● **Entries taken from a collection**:
----------------------------------------
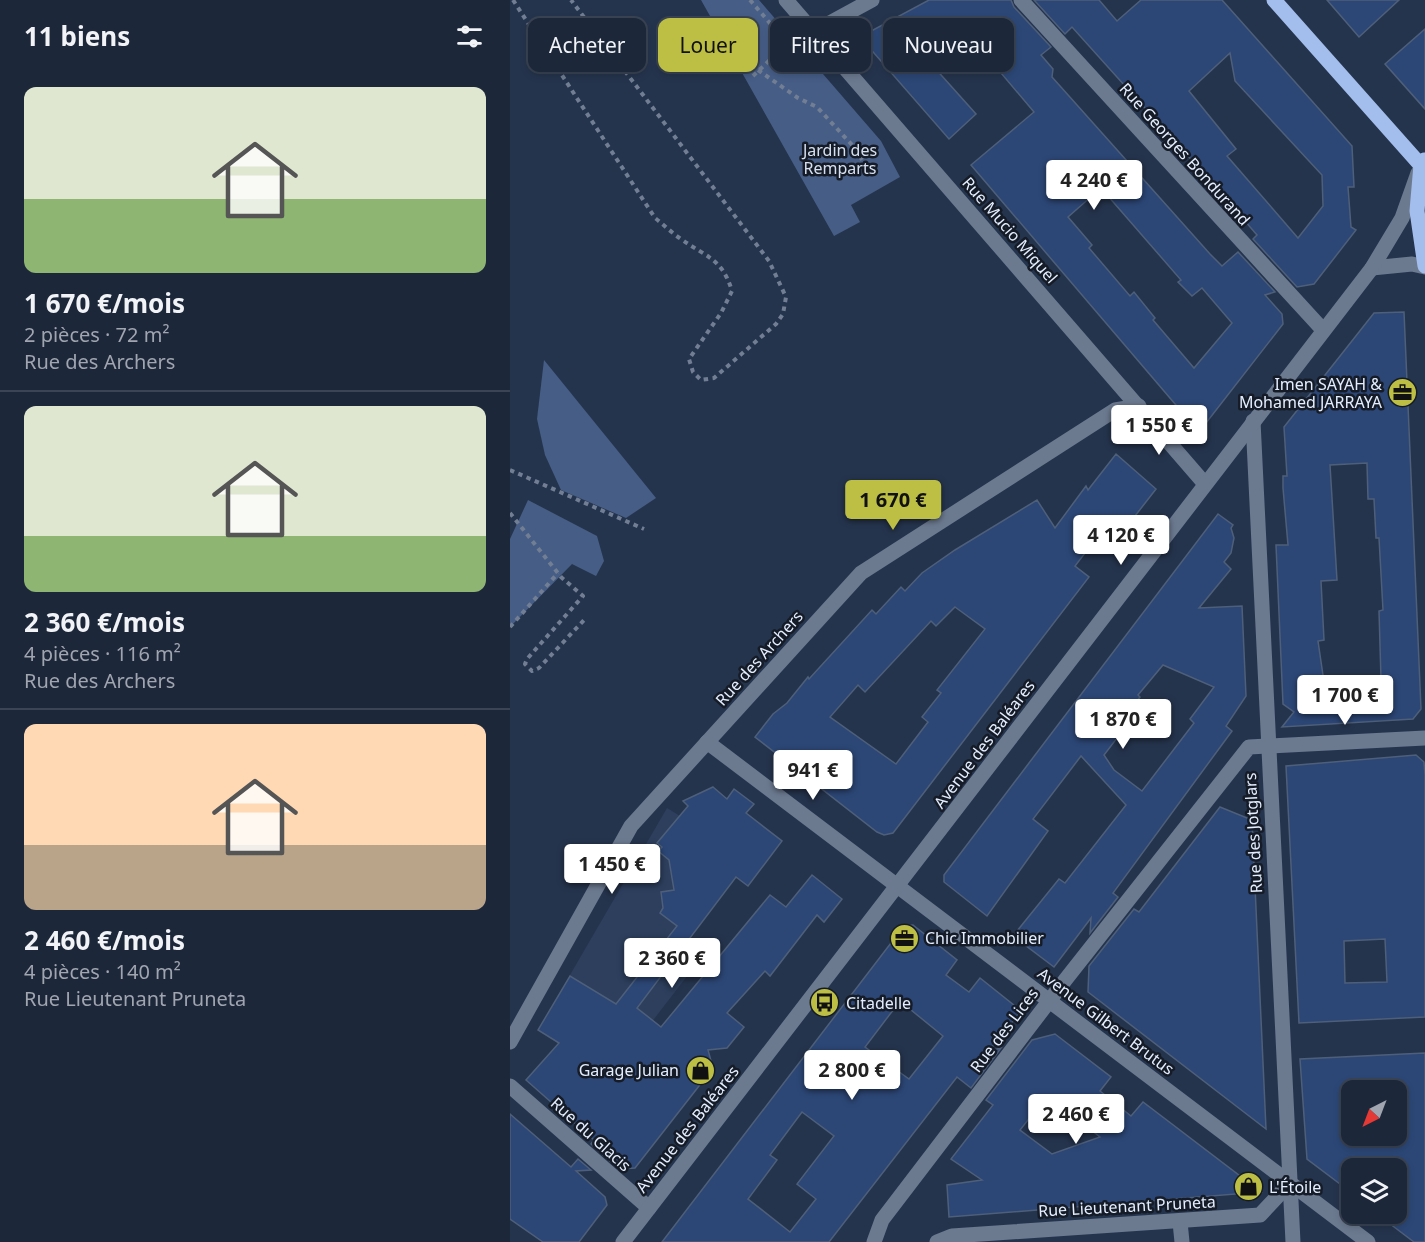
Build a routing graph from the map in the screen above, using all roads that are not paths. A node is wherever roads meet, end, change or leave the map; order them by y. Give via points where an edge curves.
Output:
1 (786, 0) edge
2 (872, 0) edge
3 (1021, 0) edge
4 (1274, 0) edge
5 (803, 18) edge
6 (839, 18) edge
7 (850, 72) edge
8 (1424, 164) edge
9 (1425, 267) edge
10 (1372, 268) junction
11 (1323, 330) junction
12 (1139, 406) junction
13 (1252, 421) junction
14 (1205, 484) junction
15 (1425, 738) edge
16 (707, 742) junction
17 (1267, 747) junction
18 (898, 886) junction
19 (1049, 1001) junction
20 (510, 1042) edge
21 (510, 1086) edge
22 (1290, 1183) junction
23 (649, 1208) junction
24 (1180, 1222) junction
25 (952, 1239) edge
26 (623, 1242) edge
27 (874, 1242) edge
28 (937, 1242) edge
29 (1182, 1242) edge
30 (1293, 1242) edge
31 (1368, 1242) edge

1 - 5 street, Rue Mucio Miquel
2 - 6 street
3 - 11 street, Rue Georges Bondurand
4 - 8 main road
7 - 12 street, Rue Mucio Miquel
8 - 9 main road via 1417,211
8 - 10 street, Avenue des Baléares via 1402,218
9 - 10 street via 1412,264
10 - 11 street, Avenue des Baléares
11 - 13 street, Avenue des Baléares
12 - 14 street, Rue Mucio Miquel
12 - 16 street, Rue des Archers via 1115,410 861,573
13 - 14 street, Avenue des Baléares
13 - 17 street, Rue des Jotglars
14 - 18 street, Avenue des Baléares
15 - 17 street
16 - 18 street, Avenue Gilbert Brutus
16 - 20 street, Rue des Archers via 631,826
17 - 19 street, Rue des Lices via 1249,747
17 - 22 street, Rue des Jotglars
18 - 19 street, Avenue Gilbert Brutus
18 - 23 street, Avenue des Baléares
19 - 22 street, Avenue Gilbert Brutus
19 - 27 street, Rue des Lices via 882,1220
21 - 23 street, Rue du Glacis
22 - 24 street, Rue Lieutenant Pruneta via 1260,1215
22 - 30 street, Rue des Jotglars
22 - 31 street, Avenue Gilbert Brutus
23 - 26 street, Avenue des Baléares
24 - 25 street, Rue Lieutenant Pruneta
24 - 29 street
25 - 28 street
----------------------------------------
● **Directions**: Single out each line of the records above with the string "Mucio" in it, and copy it.

● **Answer space**:
1 - 5 street, Rue Mucio Miquel
7 - 12 street, Rue Mucio Miquel
12 - 14 street, Rue Mucio Miquel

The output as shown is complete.